By the work energy theorem. The integral of force times incremental distance adds up to work done. If we assume that no kinetic energy is gained or lost then the total work must be zero. So the integral of the field force over the path must be equal and opposite to the integral of the external force over the path. So their averages (over the path) must be equal and opposite.

7. Sep 28, 2015

### jbriggs444

If you want to move the charge slowly (i.e. without accelerating it significantly) or if the charge is of negligible mass (like an electron) then the external force must be essentially equal [and opposite] to the field force.

8. Sep 28, 2015

### gracy

or or and?I mean are these two essential conditions or only one of them would be fine for the external force to be equal [and opposite] to the field force

9. Sep 28, 2015

### jbriggs444

You tell me. In the equation f=ma, what two conditions could make f=0. Do both conditions need to apply? Or only one?

10. Sep 28, 2015

### gracy

only one will do!

11. Sep 28, 2015

### gracy

but then the force would become zero.how equal and opposite to the field force?

12. Sep 28, 2015

### jbriggs444

In the equation f=ma, f denotes the total force. It is the sum of all of the individual forces on the body.

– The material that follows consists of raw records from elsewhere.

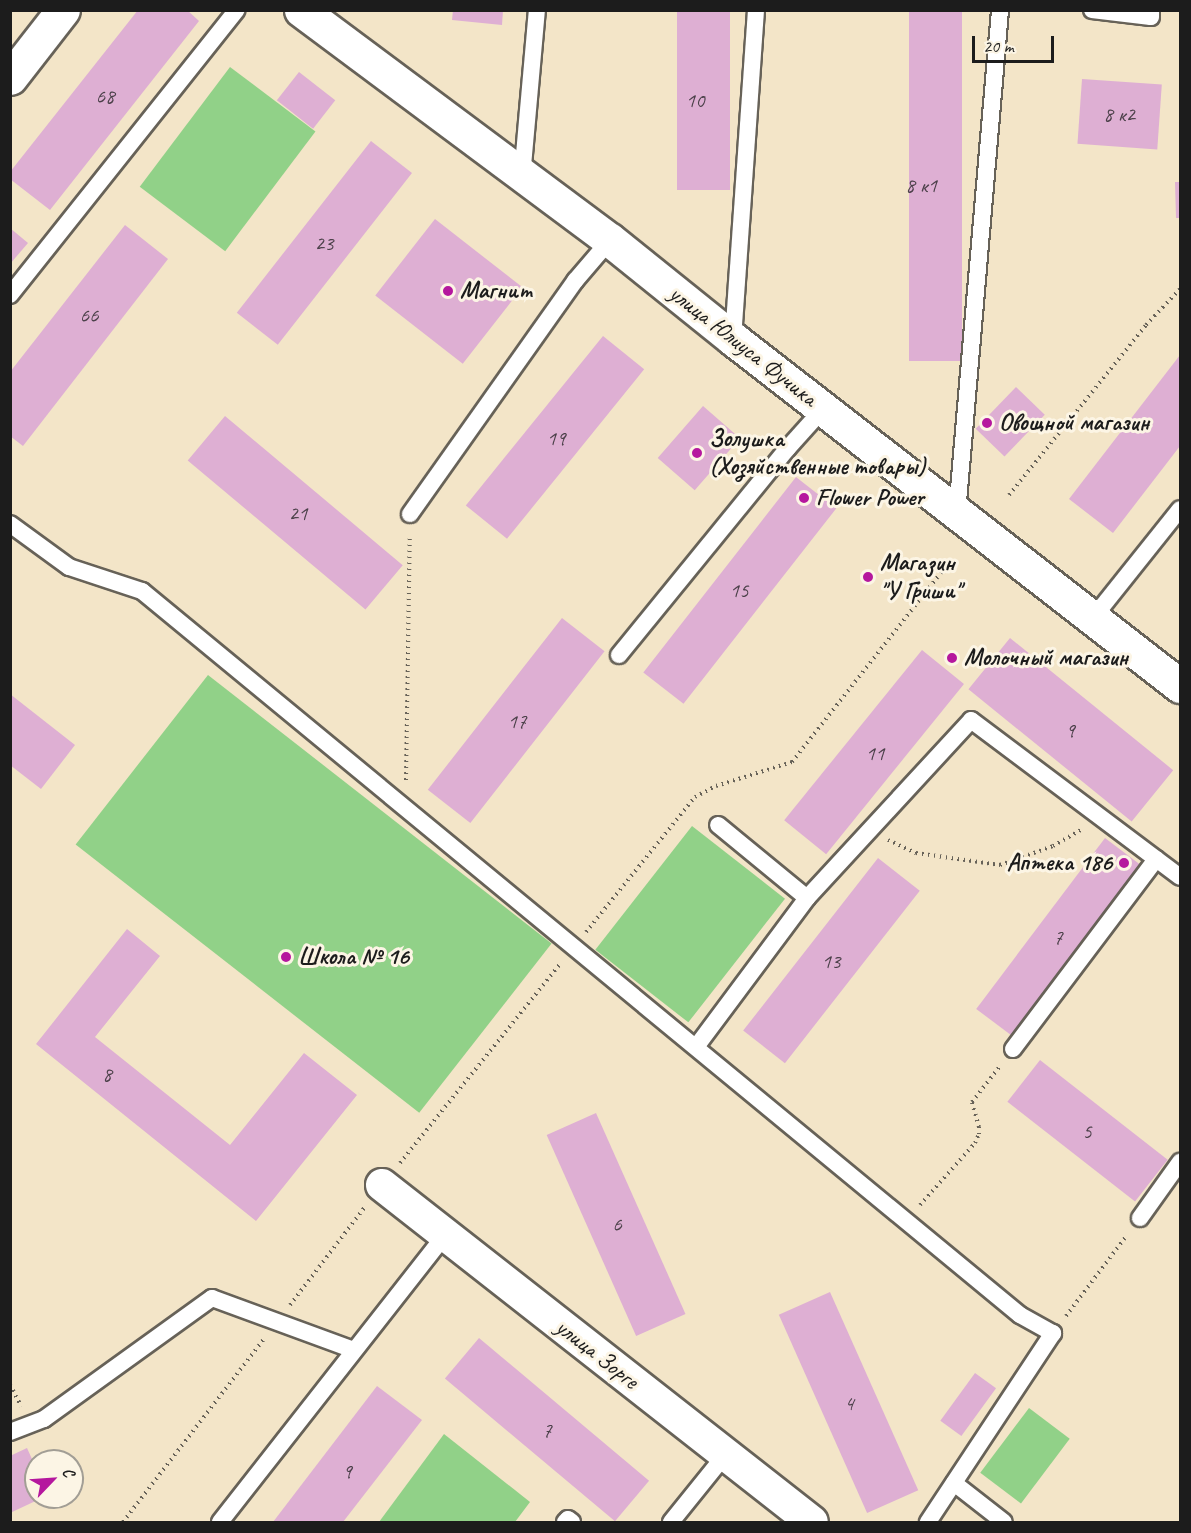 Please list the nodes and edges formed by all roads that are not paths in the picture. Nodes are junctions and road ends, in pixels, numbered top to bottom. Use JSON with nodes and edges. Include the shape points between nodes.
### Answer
{"nodes":[{"id":1,"x":63,"y":10,"type":"edge"},
{"id":2,"x":237,"y":10,"type":"edge"},
{"id":3,"x":302,"y":10,"type":"edge"},
{"id":4,"x":537,"y":10,"type":"edge"},
{"id":5,"x":756,"y":10,"type":"edge"},
{"id":6,"x":1000,"y":10,"type":"edge"},
{"id":7,"x":1092,"y":10,"type":"edge"},
{"id":8,"x":1151,"y":10,"type":"edge"},
{"id":9,"x":10,"y":78,"type":"edge"},
{"id":10,"x":522,"y":177,"type":"junction"},
{"id":11,"x":610,"y":240,"type":"junction"},
{"id":12,"x":10,"y":295,"type":"edge"},
{"id":13,"x":733,"y":339,"type":"junction"},
{"id":14,"x":823,"y":409,"type":"junction"},
{"id":15,"x":1180,"y":509,"type":"edge"},
{"id":16,"x":957,"y":513,"type":"junction"},
{"id":17,"x":410,"y":514,"type":"road end"},
{"id":18,"x":10,"y":524,"type":"edge"},
{"id":19,"x":1093,"y":618,"type":"junction"},
{"id":20,"x":619,"y":655,"type":"dead end"},
{"id":21,"x":1180,"y":686,"type":"edge"},
{"id":22,"x":718,"y":825,"type":"dead end"},
{"id":23,"x":1156,"y":859,"type":"junction"},
{"id":24,"x":1180,"y":877,"type":"edge"},
{"id":25,"x":807,"y":898,"type":"junction"},
{"id":26,"x":696,"y":1047,"type":"junction"},
{"id":27,"x":1013,"y":1049,"type":"road end"},
{"id":28,"x":1180,"y":1162,"type":"edge"},
{"id":29,"x":382,"y":1185,"type":"road end"},
{"id":30,"x":1140,"y":1218,"type":"road end"},
{"id":31,"x":445,"y":1235,"type":"junction"},
{"id":32,"x":354,"y":1350,"type":"junction"},
{"id":33,"x":10,"y":1432,"type":"edge"},
{"id":34,"x":725,"y":1455,"type":"junction"},
{"id":35,"x":954,"y":1483,"type":"junction"},
{"id":36,"x":220,"y":1522,"type":"edge"},
{"id":37,"x":565,"y":1522,"type":"edge"},
{"id":38,"x":572,"y":1522,"type":"edge"},
{"id":39,"x":671,"y":1522,"type":"edge"},
{"id":40,"x":812,"y":1522,"type":"edge"},
{"id":41,"x":928,"y":1522,"type":"edge"},
{"id":42,"x":1004,"y":1522,"type":"edge"}],
"edges":[{"from":1,"to":9,"type":"street"},
{"from":2,"to":12,"type":"lane"},
{"from":3,"to":10,"type":"street","name":"улица Юлиуса Фучика"},
{"from":4,"to":10,"type":"lane"},
{"from":5,"to":13,"type":"lane"},
{"from":6,"to":16,"type":"lane"},
{"from":7,"to":8,"type":"lane","via":[[1151,16]]},
{"from":10,"to":11,"type":"street","name":"улица Юлиуса Фучика"},
{"from":11,"to":13,"type":"street","name":"улица Юлиуса Фучика"},
{"from":11,"to":17,"type":"lane","via":[[575,281]]},
{"from":13,"to":14,"type":"street","name":"улица Юлиуса Фучика"},
{"from":14,"to":16,"type":"street","name":"улица Юлиуса Фучика"},
{"from":14,"to":20,"type":"lane"},
{"from":15,"to":19,"type":"lane"},
{"from":16,"to":19,"type":"street","name":"улица Юлиуса Фучика"},
{"from":18,"to":26,"type":"lane","via":[[69,567],[142,591]]},
{"from":19,"to":21,"type":"street","name":"улица Юлиуса Фучика"},
{"from":22,"to":25,"type":"lane"},
{"from":23,"to":24,"type":"lane"},
{"from":23,"to":25,"type":"lane","via":[[971,720]]},
{"from":23,"to":27,"type":"lane"},
{"from":25,"to":26,"type":"lane"},
{"from":26,"to":35,"type":"lane","via":[[1020,1315],[1053,1333]]},
{"from":28,"to":30,"type":"lane"},
{"from":29,"to":31,"type":"street","name":"улица Зорге"},
{"from":31,"to":32,"type":"lane"},
{"from":31,"to":34,"type":"street","name":"улица Зорге"},
{"from":32,"to":33,"type":"lane","via":[[212,1298],[44,1419]]},
{"from":32,"to":36,"type":"lane"},
{"from":34,"to":39,"type":"lane"},
{"from":34,"to":40,"type":"street","name":"улица Зорге"},
{"from":35,"to":41,"type":"lane"},
{"from":35,"to":42,"type":"lane"},
{"from":37,"to":38,"type":"lane"}]}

If f=ffield + fexternal, if we know that f is zero and if ffield = 324.5 Newtons, what is fexternal?

13. Sep 28, 2015

### gracy

I think we should rather think of how the workdone becomes zero,Not force

14. Sep 28, 2015

### jbriggs444

The fact that you do not like the question you asked is no reason to object to the answer.

15. Sep 28, 2015

### gracy

You did not say/write that force should add up to zero.

16. Sep 28, 2015

### gracy

17. Sep 28, 2015

### jbriggs444

Please stop responding multiple times to the same posting. It is annoying. I am no longer certain what point you are trying to make. Work done is intimately related to force applied.

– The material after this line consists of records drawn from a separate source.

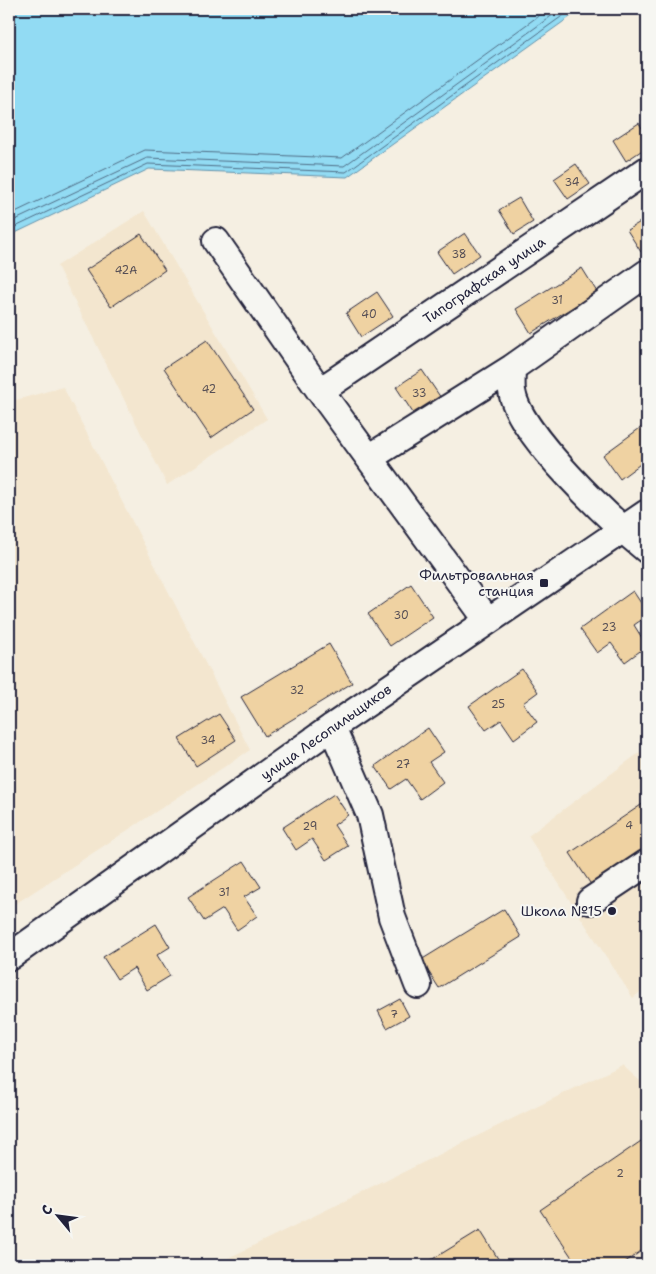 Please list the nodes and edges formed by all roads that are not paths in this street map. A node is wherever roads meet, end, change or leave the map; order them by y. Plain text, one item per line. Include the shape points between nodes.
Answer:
1 (647, 170) edge
2 (216, 241) dead end
3 (647, 274) edge
4 (512, 368) junction
5 (320, 391) junction
6 (369, 458) junction
7 (647, 513) edge
8 (622, 529) junction
9 (647, 550) edge
10 (488, 621) junction
11 (332, 727) junction
12 (647, 863) edge
13 (590, 901) dead end
14 (9, 957) edge
15 (418, 985) dead end

1 - 5 street, Типографская улица
2 - 5 street
3 - 4 street
4 - 6 street
4 - 8 street via 512,392 520,415 534,438
5 - 6 street
6 - 10 street
7 - 8 street, улица Лесопильщиков
8 - 9 street
8 - 10 street, улица Лесопильщиков
10 - 11 street, улица Лесопильщиков
11 - 14 street, улица Лесопильщиков
11 - 15 street via 370,815 392,918
12 - 13 street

If the net force is always zero then the work done will clearly be zero regardless of the path traversed. That follows trivially from the fact that the integral of zero is zero.

If the work done is zero and the path traversed is of non-zero length then the net force will average to zero as long as we do an average over distance. That follows trivially from the definition of the suitable average.

So pick one -- force or work. Which one do you want to talk about? What question do you have about it?

18. Sep 29, 2015

### gracy

Why are you making individual force zero by taking "a" (acceleration)zero OR mass zero.Individual forces have to have certain magnitude(but equal and opposite)to make NET FORCE zero and as a result work done would be zero no matter how much the distance traveled is.So we are making the net force zero and that too by equal and opposite forces not by putting m=0
as far as acceleration =0 is concerned it is required here because the electron should not change it's kinetic energy thus not accelerate.It can increase it's potential energy.I am not getting why m≅0 is an important point here?

19. Sep 29, 2015

### gracy

-324.5 Newtons

20. Sep 29, 2015

### ehild

When speaking about "Work" we have to specify the force that does the work and the object on the work is done. So the question in the OP is meaningless, as it does not specify the force.
It can ask the work done by the electric field on the charge q while it moves from p to s. Or an external force can be specified and the work of that force can be asked.